DS is considered a condition with a low risk of clinical atherosclerosis and cardiovascular disease during adult and later life. An increment of molecules with functional roles in endothelial cell activation should raise the risk of atherosclerosis in DS. However, since DS is considered an atheroma-free model [
2] and clinical investigations do not report any rise in the risk of cardiovascular disease in adult and elderly patients, DS patients constitute a still unsolved biological/clinical paradox [
4]. Questions remain about the role of BDNF in atherosclerosis. We do not know why the level BDNF appears to be significantly depleted in humans with coronary atherosclerosis [
10,
11]. The fact that plasma BDNF levels are significantly reduced in the chronic, advanced [
3] and acute stages [
10] of coronary atherosclerosis points to a potential role of a deficit of this neurotrophin in atherosclerosis pathogenesis [
12]. Neurotrophins are potentially important in atherosclerosis and related disorders [
3,
5]. A significant decrease in plasma NGF and BDNF was associated with the metabolic syndrome and atherosclerosis [
13]. Age-related neurodegeneration associated with AD correlates with changes in BDNF expression too [
8]. Recent investigations have looked into the hypothesis of a possible diurnal variation of BDNF circulating levels in human males. A correlation with cortisol circadian rhythm has also been sought, since both BDNF and cortisol are implicated in the maintenance of cerebral functions [
14]. It has been suggested that BDNF might stimulate the production of proteins involved in cellular stress adaptation, growth and repair, neurogenesis, learning and memory and cell survival. There is also evidence that an increase of BDNF in either plasma or tissue has therapeutic potential [
13]. Taking into account that BDNF is required for survival and function of hippocampal, cortical, basal forebrain, and entorhinal cortex neurons, and that in DS the neuropathological aspects are complex and include development of Alzheimer's disease (AD) in older age, we wanted to evaluate the change in BDNF levels in different age groups of Down's Syndrome patients, compared to the same age range healthy controls.

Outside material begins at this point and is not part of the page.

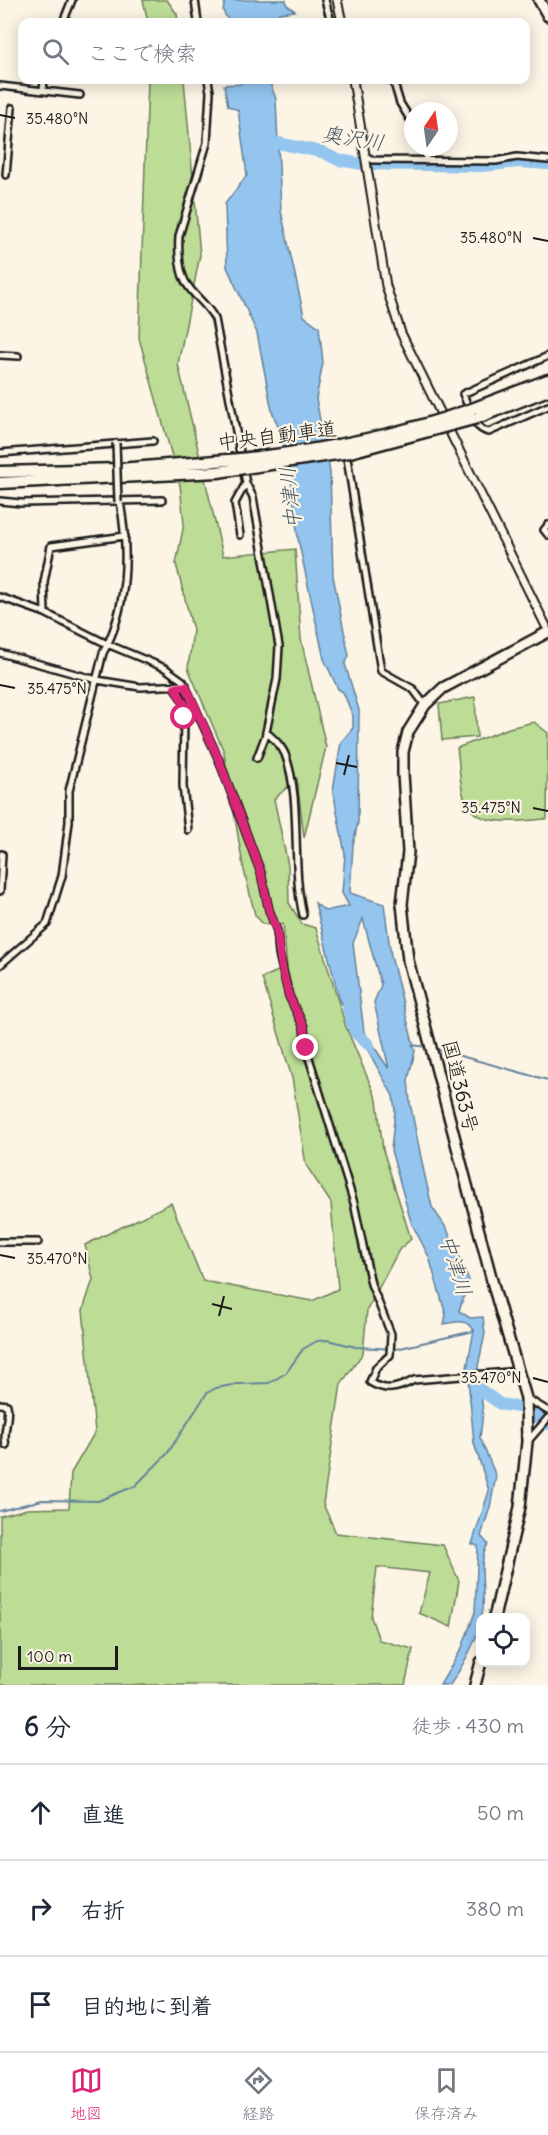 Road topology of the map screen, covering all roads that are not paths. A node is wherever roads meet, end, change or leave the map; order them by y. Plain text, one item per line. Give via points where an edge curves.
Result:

Here we show an age-related increase of BDNF level DS patients serum, thus indicating a protective role of this molecule against atherosclerosis risk as observed by Nelson at al [
15], showing that BDNF increase with age in healthy subject. Our data confirmed this age related increase in healthy control subjects, even if not statistically significative, and moreover it pointed out that this BDNF level increase is significatively higher in DS patients, in particular in old ones. In addition, among DS patients, this increase fits with an age related and progressive decrease of the proinflammatory and atherogenic cytokines IL-6 and MCP-1. Here we showed that plasma IL-6 and MCP-1 levels were elevated in DS compared to control subject, further supporting the notion of vessel dysfunction. This elevated level could not be ascribed to clinical inflammation, since DS patients had no clinically detectable pathological conditions. Therefore, it is likely that the plasma high level of pro-inflammatory cytokines in DS patients is due to endothelial activation without activation of immune responses. Elevated levels of IL-6 and intercellular adhesion molecules have been associated with endothelial dysfunction in various pathological conditions, such as atherosclerosis and its complications [
9]. However, our results indicate that these elevated serum levels of the pro-inflammatory and atherogenic cytokines IL-6 and MCP-1 in DS patients, progressively decrease with age, in parallel with an age related increase of BDNF level.